洗えるって言っても用途ちげーし……あとサイズ違うのつけんな! 垂れるぞ! あと体にも悪い!
キルシュタインのじーさんに愚痴ったら、なんだかすごく微妙な顔された。おめーのとこのお嬢様だぜ?
外見はお美しいお姉様がたの教育の賜物か、メイドすら警戒するエリアーデ。
イライザおねーさまとウェンディおねーさまは、ダメ王子というハズレ籤を引いたはずの末妹が成長した結果セクシー美男子が婚約者なったのが気に食わないらしい。
まあ昔の俺は小汚い黒猫だが、今は黒獅子だからな。
一応ダメ王子路線だから、いつも気だるげに振る舞い服を着崩して遊んでますよアピールはしているけど清童だ。要するにチェリーボーイだ。他所に胤をばらまく趣味はねえ。

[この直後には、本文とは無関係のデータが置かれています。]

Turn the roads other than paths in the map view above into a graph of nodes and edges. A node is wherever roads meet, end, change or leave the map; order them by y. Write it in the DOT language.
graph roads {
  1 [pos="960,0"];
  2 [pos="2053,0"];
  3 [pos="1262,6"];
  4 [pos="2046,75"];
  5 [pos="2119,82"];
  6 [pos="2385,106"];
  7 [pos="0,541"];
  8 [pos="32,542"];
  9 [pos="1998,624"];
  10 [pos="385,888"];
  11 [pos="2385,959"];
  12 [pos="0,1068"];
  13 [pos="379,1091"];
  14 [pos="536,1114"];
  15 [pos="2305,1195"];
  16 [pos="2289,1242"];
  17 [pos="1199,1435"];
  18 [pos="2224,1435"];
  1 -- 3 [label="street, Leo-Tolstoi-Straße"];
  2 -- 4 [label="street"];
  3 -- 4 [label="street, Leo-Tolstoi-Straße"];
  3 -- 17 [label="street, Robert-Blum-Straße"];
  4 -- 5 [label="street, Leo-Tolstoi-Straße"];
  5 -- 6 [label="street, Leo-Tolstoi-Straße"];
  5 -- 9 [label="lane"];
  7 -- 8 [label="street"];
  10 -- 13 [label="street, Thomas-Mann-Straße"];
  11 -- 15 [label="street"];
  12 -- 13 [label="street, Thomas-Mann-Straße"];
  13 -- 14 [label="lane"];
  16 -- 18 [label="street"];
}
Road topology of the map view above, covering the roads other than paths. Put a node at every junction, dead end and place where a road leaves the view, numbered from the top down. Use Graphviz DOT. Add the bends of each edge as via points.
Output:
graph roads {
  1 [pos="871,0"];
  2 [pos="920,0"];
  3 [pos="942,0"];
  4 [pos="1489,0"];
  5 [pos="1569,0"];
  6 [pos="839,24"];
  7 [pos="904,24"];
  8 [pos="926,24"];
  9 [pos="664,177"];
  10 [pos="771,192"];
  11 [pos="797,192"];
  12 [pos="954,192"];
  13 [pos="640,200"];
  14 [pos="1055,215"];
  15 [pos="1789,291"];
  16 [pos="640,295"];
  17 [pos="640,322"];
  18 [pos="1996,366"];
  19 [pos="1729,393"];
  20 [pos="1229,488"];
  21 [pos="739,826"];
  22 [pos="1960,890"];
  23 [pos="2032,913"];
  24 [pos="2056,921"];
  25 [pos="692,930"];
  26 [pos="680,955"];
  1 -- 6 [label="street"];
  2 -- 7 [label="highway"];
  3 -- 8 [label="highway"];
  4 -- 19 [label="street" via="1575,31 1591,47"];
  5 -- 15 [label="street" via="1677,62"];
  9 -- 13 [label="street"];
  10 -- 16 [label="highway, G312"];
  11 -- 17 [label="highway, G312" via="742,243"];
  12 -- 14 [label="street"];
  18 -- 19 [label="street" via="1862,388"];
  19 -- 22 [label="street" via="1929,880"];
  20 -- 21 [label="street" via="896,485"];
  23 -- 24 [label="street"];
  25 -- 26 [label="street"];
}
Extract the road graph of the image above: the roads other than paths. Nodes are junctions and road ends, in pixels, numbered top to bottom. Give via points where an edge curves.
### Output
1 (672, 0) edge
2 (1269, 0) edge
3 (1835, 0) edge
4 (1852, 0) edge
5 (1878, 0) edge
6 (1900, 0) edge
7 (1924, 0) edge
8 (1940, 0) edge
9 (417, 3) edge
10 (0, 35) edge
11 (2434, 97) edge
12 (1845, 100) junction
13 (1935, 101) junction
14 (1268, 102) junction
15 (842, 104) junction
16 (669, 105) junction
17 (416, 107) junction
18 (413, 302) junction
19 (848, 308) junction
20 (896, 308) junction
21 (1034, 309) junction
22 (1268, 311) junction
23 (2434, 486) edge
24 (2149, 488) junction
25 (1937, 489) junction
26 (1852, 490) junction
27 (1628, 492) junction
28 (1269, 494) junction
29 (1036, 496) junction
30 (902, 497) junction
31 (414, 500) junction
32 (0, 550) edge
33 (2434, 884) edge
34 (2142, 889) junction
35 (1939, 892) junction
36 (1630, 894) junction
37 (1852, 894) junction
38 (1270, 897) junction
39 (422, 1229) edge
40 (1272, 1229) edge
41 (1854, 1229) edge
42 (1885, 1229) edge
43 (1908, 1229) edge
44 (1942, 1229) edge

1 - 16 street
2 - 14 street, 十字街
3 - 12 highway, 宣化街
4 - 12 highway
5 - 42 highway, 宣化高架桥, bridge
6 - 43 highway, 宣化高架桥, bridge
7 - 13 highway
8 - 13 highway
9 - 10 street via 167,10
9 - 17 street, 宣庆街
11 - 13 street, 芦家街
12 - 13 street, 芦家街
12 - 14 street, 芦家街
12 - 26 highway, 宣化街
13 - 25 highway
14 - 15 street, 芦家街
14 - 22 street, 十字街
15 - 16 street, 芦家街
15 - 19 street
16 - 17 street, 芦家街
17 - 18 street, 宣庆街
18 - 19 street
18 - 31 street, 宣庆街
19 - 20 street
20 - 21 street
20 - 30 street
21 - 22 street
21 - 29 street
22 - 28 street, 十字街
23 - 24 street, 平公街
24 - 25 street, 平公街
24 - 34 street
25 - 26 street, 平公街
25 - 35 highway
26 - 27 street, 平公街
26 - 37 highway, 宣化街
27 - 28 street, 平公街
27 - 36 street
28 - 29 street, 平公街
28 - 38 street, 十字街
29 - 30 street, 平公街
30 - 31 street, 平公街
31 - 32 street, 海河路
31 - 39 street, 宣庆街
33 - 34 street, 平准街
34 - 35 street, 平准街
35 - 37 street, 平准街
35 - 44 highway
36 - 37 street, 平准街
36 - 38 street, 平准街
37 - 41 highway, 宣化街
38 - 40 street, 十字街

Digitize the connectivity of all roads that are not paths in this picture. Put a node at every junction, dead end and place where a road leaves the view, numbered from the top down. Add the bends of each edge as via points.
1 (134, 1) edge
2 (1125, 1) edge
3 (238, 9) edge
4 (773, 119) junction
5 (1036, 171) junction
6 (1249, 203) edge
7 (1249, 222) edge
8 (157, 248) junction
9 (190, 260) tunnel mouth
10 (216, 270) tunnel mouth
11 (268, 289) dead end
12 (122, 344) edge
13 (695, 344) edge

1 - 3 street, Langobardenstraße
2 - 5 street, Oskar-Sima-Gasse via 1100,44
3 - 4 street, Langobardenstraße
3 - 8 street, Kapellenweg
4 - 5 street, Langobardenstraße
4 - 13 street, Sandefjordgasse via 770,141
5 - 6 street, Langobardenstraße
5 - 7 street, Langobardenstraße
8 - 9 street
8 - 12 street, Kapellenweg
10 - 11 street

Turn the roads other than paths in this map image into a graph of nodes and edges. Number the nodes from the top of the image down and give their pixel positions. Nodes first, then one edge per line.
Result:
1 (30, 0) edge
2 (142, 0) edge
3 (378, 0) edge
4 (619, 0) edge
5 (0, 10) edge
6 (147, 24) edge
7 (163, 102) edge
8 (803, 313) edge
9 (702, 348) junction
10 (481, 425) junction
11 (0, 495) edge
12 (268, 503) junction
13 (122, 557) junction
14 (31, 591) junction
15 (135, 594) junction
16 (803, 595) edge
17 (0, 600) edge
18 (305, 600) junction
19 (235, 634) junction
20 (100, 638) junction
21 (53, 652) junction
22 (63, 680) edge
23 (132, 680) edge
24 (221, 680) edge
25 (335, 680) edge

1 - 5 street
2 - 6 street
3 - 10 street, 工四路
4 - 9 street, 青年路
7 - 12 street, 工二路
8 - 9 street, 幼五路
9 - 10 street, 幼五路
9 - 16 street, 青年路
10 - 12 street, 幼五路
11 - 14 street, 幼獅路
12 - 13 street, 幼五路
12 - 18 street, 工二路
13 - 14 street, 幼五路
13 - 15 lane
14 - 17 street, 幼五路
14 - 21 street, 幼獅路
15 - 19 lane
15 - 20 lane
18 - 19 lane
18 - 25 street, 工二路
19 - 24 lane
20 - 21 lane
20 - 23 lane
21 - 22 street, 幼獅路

最近、飯炊きをしているとエリーとルッツだけでなく、キルシュタイン翁まできやがる。あのジジイ、いい年してピーマンを食いたがらねえ。むかつくからみじん切りしてハンバーグに練りこんで食わせた。たっぷりのデミグラスソースと彩のブロッコリーと人参のグラッセに騙され、気づかないでご機嫌にハンバーグにかじりついている。
バーカバーカ、気づかないで食ってやんの!
後でネタばらししたら、杖をもって追いかけ回して来やがった。あのジジイ、なんであんなに元気なんだよ。だけど家宰のロバーツさんにバレて、二人とも説教。
でも、俺が先に解放された。そして野菜嫌い克服レシピの横流しをお願いされた。あのじーさんの偏食は筋金入りらしい。
エリーも結構偏食だしな……変なところが似ている。